During the years leading up to the war for independence, the British people living in the North American Colonies became increasingly alienated from the British King and the Parliament back in England. The colonists felt that the British government was oppressing them with unreasonable taxes and trampling on other key rights that the people living in the British Empire had traditionally enjoyed and which they considered protected by the British Constitution. For example, those accused of wrong doing had traditionally been tried by a jury of their peers but King George and his parliament found jury trials a problem because a jury consisting of follow colonists would often refuse to convict a colonist accused of violating a law when the jurors believed the law unconstitutional.  The British government responded by excusing itself from the jury trial requirement in the types of cases where juries most often rejected the government’s authority. The colonists rejected the notion that the government could wave constitutional limits on its powers. What is the purpose for a constitution if not to limit the powers of government? What effect could limits on the powers of government have if government could wave those limits at will? This dispute escalated over time until a shooting war erupted in 1775 and while the war continued, the colonists declared independence.

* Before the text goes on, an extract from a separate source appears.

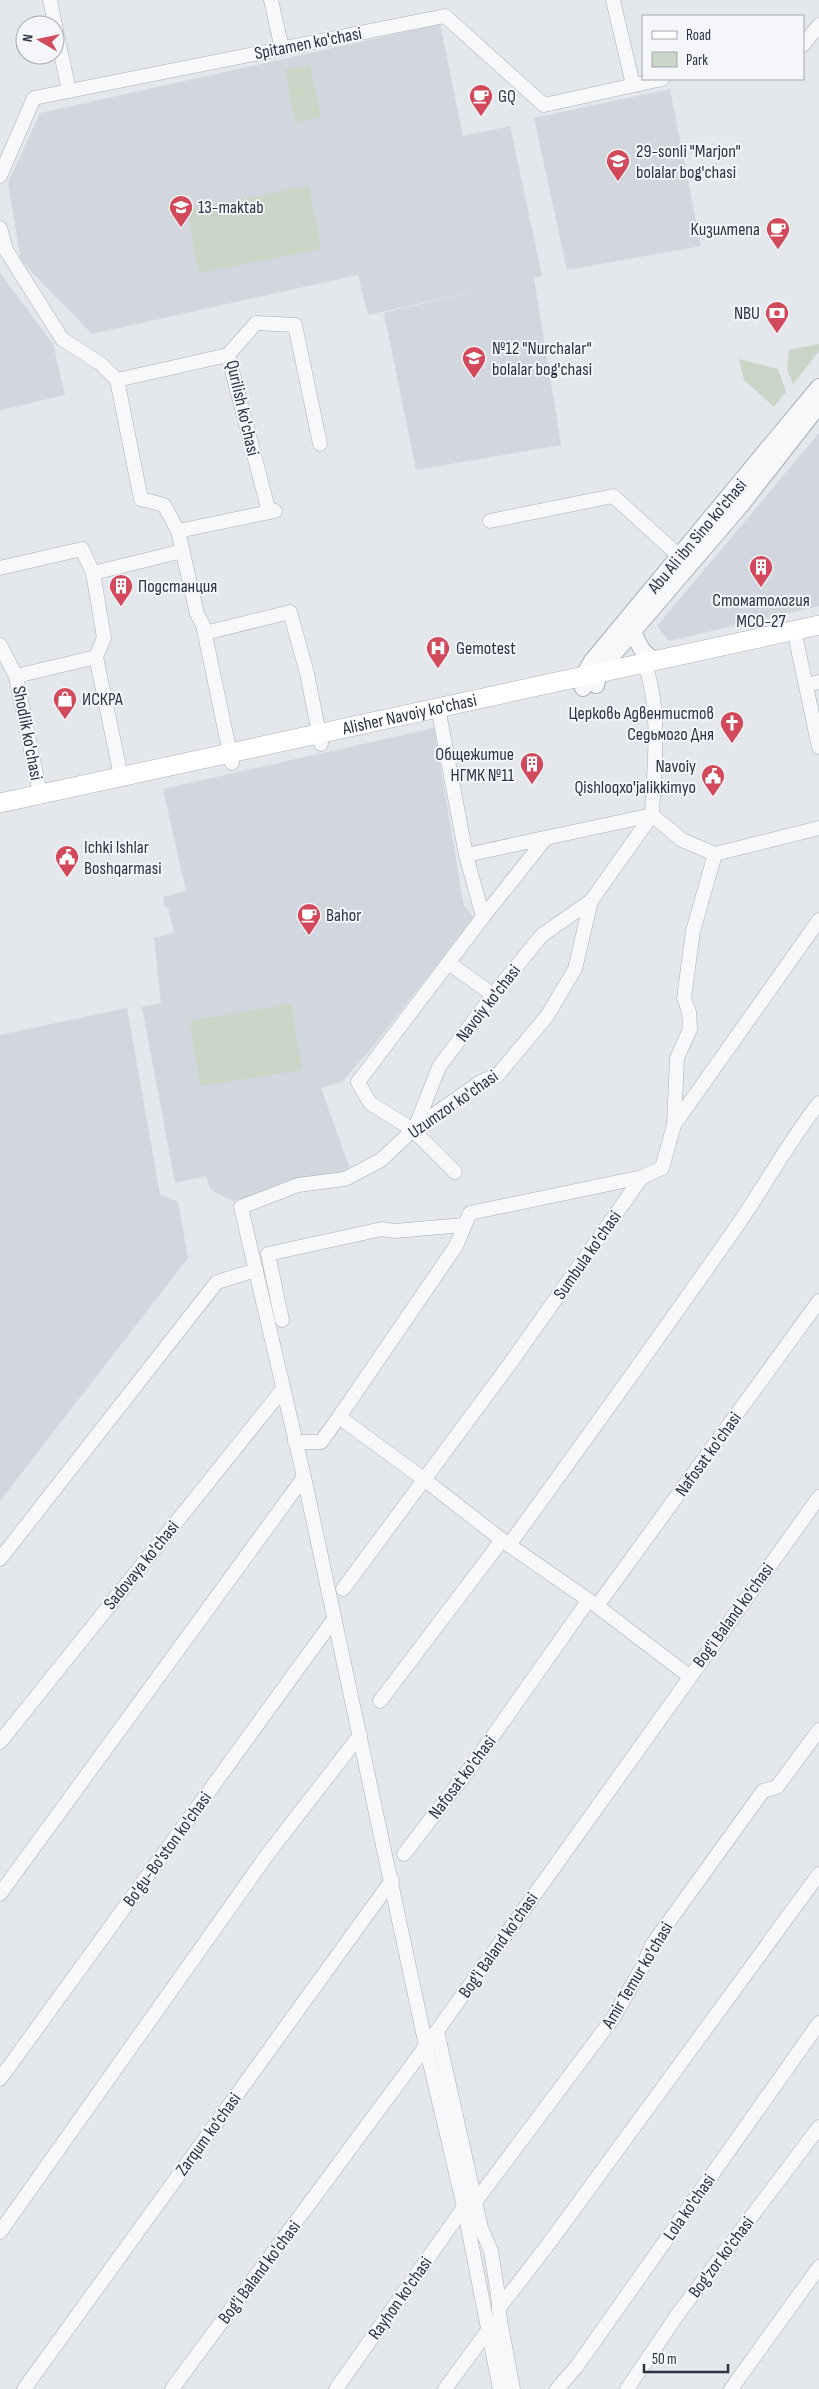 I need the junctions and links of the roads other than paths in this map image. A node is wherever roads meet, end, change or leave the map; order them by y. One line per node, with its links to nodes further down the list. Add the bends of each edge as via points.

In 1777, as the war still raged, the former colonists, now citizens of the new United States of America, approved a new constitution called the Articles of Confederation. The new U. S. government replaced the British Empire which the former colonists had rejected. The old empire had provided the following services to the North American colonies: defense and foreign policy, regulating commerce among the entities comprising the empire, and settling disputes among the entities comprising the empire. The Articles of Confederation gave these roles to the new federal government. In addition, while the Articles of Confederation were in effect, U.S. territories came into being that were not part of any of the states and the federal government started performing all the governing functions in these territories. Each state government performed all other governing functions for the citizens living within its own borders. After years of trying to force the Americans to surrender, the British government finally gave up. By the year 1787 Americans had experienced both war and peace under their new federal government. When the war with the British government began, Americans were not worried about being oppressed by their state governments, but as time pasted people began to worry about state level abuses of power. Based on this experience, the people concluded that the division of roles between their federal and state governments under the articles of confederation was close to optimal but that they needed to give their federal government more power so that it could consistently succeed in fulfilling its assigned roles.

A federal government with more power could succeed better at providing services like national defense, but the more power the government had, the more harm that government could do by abusing its power. In 1787, a convention met to consider changes to the Articles of Confederation. In addition to making the federal government more effective at performing its existing roles, to protect against abuses, the delegates at the convention designed a new system of checks and balances and for the first time set in the federal constitution, a very few limits on the powers of state governments.  With the expansion of the federal powers and the incorporation of many new protections against the abuse of those powers, and the new restrictions on the state governments, the changes were so extensive that the delegates wrote a whole new constitution instead of making a huge number of individual amendments. That second Constitution, written by the 1787 convention, is what we call the constitution today.

The notion that the federal government is responsible for solving any problem of any kind  did not come along until approximately another century and a half past after the adoption of the Constitution. At the 1787 constitutional convention, such a notion was so inconsistent with the History of the United States up to that time that no one that we know of imagined it. Thus we argue that the Constitution really was intended to delegate only a few, limited powers to the Federal Government because that is all the government would need to fulfill its few, limited roles.